Rire. On ne peut pas compter le nombre de personnes que nous avons guéri. En médecine, lorsqu’on ne connait pas ton produit, les gens sont un peu réticents et c’est normal. Depuis des années nous envoyons des médicaments un peu partout. Nous avons traité une femme qui cherchait des enfants depuis des années. Aujourd’hui, elle n’hésite pas à distribuer nos numéros au Canada. On a soigné plein de personnes. Voyez que nous sommes à Djaka festival, ce n’est pas n’importe qui peut venir ici. C’est parce qu’il y a une certaine confiance.
Vous ne vendez pas seulement qu’en Côte d’Ivoire ?
Je les exporte un peu partout dans le monde. Au Canada, en France, aux USA… J’envoie des traitements pour des femmes qui désirent enfanter… Des gens pensent que chez les tradipraticiens, il n’y a pas de posologies de traitements, ni de doses. Pourtant, il y en a.
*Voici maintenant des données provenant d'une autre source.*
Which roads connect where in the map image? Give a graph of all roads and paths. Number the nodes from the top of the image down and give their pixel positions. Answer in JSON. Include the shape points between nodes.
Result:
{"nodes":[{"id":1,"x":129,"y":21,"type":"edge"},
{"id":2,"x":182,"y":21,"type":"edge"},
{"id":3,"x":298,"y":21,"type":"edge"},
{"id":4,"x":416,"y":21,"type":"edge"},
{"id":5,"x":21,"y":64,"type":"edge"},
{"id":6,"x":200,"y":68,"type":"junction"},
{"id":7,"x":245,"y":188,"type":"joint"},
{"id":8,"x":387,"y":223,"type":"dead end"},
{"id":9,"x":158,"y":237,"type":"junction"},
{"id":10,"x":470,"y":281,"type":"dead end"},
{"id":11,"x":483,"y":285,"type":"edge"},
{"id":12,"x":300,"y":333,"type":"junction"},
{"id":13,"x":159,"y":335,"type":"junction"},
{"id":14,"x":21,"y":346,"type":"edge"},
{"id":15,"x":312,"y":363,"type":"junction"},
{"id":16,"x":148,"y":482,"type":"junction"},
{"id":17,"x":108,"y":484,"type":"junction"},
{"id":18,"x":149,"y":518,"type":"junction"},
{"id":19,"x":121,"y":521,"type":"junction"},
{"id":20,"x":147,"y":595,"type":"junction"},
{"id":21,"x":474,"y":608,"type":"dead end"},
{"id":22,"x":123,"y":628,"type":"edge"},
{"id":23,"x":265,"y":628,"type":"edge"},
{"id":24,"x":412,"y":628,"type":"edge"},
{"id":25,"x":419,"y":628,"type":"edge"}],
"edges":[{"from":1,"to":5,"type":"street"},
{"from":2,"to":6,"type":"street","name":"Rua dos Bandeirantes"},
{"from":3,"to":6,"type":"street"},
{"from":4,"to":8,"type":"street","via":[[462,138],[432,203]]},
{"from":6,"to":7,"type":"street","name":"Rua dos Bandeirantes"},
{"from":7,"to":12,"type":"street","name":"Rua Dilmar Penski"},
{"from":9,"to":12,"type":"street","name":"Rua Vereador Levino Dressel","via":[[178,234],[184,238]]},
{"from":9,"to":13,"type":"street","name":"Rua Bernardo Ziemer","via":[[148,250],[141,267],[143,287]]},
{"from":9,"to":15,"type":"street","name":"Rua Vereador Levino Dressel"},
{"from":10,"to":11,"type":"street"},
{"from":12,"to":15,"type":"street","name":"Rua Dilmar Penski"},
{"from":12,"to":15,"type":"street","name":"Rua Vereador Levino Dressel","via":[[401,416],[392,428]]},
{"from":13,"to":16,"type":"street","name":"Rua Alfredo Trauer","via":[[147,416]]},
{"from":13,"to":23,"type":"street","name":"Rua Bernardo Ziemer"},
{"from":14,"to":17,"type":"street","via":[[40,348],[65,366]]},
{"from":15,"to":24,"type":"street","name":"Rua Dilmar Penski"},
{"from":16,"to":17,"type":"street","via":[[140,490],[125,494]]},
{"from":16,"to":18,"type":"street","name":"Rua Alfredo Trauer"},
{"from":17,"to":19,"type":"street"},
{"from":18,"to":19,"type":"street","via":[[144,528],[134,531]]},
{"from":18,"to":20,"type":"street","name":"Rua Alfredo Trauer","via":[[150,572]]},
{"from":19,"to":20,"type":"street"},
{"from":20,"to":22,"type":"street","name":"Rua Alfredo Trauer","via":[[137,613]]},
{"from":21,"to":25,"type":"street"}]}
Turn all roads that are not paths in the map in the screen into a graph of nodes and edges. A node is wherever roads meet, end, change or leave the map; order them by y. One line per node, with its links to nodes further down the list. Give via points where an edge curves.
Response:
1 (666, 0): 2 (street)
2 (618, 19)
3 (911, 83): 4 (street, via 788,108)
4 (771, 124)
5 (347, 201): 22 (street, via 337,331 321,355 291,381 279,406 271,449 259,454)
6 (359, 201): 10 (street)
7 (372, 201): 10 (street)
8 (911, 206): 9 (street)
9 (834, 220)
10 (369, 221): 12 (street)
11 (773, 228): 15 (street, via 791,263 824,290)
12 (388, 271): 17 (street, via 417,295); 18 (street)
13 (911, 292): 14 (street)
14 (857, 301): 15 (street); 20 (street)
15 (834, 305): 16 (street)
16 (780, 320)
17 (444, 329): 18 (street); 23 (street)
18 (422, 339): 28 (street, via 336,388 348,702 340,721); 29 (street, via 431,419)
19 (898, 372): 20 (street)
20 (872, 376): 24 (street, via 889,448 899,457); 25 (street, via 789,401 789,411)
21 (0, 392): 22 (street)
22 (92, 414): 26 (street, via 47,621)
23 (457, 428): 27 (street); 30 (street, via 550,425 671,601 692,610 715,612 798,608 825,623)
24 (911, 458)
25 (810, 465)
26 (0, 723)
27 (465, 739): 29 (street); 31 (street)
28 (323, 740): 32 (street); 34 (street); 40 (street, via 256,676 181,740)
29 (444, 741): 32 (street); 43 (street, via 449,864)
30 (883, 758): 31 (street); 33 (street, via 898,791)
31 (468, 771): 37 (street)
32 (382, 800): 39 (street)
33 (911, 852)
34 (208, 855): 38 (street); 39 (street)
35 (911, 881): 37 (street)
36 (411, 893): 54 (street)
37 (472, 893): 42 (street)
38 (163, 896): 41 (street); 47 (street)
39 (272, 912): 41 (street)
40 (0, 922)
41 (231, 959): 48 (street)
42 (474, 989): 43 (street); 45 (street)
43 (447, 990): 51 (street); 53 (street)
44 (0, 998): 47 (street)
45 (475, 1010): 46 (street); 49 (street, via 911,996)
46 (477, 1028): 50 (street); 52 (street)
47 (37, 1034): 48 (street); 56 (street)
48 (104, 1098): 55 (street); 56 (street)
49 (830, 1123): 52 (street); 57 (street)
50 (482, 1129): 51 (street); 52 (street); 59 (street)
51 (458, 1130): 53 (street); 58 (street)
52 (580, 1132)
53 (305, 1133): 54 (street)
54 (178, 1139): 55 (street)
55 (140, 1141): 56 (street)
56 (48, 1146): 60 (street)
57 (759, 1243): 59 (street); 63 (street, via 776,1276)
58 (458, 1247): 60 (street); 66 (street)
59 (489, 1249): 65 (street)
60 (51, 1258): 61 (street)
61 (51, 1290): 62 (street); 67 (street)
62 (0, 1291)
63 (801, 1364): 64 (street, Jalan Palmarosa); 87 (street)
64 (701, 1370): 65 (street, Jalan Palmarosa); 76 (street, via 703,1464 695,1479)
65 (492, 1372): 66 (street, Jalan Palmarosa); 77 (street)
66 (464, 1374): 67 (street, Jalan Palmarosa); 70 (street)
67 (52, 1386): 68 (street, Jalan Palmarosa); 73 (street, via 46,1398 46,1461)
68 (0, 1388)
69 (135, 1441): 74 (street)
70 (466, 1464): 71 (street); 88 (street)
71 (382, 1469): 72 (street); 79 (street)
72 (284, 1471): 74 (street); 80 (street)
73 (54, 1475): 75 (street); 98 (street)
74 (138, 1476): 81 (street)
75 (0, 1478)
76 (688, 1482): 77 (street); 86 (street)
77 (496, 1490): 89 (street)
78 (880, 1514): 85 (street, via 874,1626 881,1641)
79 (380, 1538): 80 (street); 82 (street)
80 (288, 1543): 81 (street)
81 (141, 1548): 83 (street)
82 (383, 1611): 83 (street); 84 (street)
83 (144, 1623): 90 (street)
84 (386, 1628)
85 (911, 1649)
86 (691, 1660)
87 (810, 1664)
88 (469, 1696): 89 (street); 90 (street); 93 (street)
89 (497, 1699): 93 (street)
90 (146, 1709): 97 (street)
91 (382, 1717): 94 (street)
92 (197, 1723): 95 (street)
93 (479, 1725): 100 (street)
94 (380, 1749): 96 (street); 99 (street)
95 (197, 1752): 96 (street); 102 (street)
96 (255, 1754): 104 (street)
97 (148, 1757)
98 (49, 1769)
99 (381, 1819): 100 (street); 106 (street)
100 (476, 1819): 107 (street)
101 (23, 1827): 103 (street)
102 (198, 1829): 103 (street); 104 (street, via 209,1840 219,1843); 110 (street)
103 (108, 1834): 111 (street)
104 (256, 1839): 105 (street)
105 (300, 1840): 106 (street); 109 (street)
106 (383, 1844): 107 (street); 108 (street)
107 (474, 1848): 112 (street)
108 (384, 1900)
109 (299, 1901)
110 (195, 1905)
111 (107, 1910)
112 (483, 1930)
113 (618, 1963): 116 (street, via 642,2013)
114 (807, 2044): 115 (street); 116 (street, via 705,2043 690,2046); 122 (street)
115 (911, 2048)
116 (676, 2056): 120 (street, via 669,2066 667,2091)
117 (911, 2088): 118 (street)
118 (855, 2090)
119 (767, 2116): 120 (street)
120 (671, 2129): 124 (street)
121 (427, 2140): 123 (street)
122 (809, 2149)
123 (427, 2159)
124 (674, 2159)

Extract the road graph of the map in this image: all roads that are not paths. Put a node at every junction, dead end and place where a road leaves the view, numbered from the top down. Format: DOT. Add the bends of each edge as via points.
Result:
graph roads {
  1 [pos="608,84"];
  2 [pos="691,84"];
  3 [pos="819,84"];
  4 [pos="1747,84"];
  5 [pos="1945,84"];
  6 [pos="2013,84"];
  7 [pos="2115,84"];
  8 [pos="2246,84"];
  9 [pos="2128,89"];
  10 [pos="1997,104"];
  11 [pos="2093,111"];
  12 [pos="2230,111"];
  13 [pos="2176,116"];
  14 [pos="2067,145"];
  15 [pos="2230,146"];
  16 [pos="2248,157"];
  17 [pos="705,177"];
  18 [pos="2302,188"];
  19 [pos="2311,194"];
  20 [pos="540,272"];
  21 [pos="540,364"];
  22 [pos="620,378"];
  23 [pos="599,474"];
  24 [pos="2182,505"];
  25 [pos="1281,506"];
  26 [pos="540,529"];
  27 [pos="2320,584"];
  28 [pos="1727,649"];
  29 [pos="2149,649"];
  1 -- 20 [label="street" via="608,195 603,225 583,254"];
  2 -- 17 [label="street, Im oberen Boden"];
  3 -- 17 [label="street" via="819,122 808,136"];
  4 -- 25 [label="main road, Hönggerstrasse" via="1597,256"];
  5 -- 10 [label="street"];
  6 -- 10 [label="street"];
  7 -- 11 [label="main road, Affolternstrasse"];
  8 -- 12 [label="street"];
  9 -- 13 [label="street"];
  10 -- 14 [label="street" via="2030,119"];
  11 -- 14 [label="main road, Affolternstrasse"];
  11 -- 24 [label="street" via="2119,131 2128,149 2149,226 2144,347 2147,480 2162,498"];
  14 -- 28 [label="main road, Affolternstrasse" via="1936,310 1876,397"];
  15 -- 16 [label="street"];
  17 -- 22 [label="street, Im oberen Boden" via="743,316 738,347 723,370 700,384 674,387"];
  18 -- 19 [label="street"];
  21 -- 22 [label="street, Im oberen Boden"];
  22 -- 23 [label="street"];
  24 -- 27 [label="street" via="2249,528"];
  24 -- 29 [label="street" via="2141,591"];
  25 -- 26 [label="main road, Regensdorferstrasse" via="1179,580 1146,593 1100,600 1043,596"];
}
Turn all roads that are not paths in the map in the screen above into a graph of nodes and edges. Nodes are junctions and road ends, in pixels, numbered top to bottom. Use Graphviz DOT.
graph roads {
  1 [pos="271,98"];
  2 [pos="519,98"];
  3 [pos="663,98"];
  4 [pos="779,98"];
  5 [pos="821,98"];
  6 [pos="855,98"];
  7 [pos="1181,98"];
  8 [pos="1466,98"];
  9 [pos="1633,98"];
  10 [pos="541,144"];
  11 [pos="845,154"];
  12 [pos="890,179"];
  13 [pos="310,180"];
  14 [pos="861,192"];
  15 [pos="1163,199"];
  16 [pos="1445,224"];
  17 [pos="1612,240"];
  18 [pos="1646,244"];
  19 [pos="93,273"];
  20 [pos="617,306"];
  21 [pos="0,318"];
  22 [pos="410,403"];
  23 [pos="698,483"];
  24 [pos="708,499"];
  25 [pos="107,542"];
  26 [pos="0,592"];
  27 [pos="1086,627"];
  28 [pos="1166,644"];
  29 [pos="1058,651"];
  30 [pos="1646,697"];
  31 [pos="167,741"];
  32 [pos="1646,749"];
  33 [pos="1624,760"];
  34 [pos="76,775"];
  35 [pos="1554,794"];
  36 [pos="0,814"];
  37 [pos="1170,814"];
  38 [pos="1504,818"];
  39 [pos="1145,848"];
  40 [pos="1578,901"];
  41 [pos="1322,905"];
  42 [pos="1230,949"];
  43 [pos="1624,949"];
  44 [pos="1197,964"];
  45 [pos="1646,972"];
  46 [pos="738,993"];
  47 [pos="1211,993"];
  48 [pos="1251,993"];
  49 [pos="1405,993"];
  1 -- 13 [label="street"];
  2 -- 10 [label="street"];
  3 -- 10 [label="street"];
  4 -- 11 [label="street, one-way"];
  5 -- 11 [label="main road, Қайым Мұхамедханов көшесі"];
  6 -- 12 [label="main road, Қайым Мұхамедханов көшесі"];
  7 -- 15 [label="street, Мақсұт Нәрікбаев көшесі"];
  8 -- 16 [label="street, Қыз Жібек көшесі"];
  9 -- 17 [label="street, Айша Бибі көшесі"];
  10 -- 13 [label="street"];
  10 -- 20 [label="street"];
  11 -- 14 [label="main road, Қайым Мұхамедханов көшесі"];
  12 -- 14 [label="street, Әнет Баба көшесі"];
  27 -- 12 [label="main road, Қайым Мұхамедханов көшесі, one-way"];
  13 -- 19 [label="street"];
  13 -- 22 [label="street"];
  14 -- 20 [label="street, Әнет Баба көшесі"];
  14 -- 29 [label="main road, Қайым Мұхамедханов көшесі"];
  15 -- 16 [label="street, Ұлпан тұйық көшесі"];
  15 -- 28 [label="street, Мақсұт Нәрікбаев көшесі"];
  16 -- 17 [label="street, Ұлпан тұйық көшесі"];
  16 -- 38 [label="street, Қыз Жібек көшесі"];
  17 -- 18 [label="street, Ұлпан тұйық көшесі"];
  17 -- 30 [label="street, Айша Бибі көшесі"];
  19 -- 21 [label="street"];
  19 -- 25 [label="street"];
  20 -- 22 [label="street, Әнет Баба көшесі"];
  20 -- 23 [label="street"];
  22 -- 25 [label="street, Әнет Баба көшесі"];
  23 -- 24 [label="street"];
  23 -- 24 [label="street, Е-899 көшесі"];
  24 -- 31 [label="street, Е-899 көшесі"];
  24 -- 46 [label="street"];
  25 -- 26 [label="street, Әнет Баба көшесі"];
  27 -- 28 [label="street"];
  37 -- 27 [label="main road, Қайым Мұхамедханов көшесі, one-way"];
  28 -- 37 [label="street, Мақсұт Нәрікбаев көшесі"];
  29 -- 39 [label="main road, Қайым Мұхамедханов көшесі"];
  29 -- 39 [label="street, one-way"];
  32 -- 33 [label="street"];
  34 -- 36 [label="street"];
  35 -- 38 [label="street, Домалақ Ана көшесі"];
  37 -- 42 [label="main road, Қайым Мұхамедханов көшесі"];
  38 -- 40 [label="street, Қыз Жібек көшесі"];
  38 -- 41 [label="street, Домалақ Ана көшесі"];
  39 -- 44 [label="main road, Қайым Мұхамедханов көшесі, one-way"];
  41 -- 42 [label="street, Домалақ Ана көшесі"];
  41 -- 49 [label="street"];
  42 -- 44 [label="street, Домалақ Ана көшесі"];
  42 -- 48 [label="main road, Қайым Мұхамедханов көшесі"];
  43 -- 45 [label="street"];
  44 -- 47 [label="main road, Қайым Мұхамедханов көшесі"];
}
Vous voulez ajouter quelque chose ?
Dieu nous a donné les plantes et les richesses pour nous aider. Ne les négligeons pas. Le blanc nous fait croire qu’il n’y a qu’à l’hôpital qu’on peut se soigner. Mais je comprends, il y avait du désordre dans notre domaine-là. Beaucoup de malhonnêtes ont sévi. Ils ont escroqué des malades. On a perdu ainsi notre crédibilité. Mais aujourd’hui dans les pays voisins tels que le Ghana, le Nigéria… dans les hôpitaux, dans les CHU, il y a des naturothérapeutes. Après la consultation, le malade fait le choix du traitement. S’il n’y a pas de solutions à l’hôpital, il serait aussi mieux de venir essayer la base. Les plantes sont efficaces.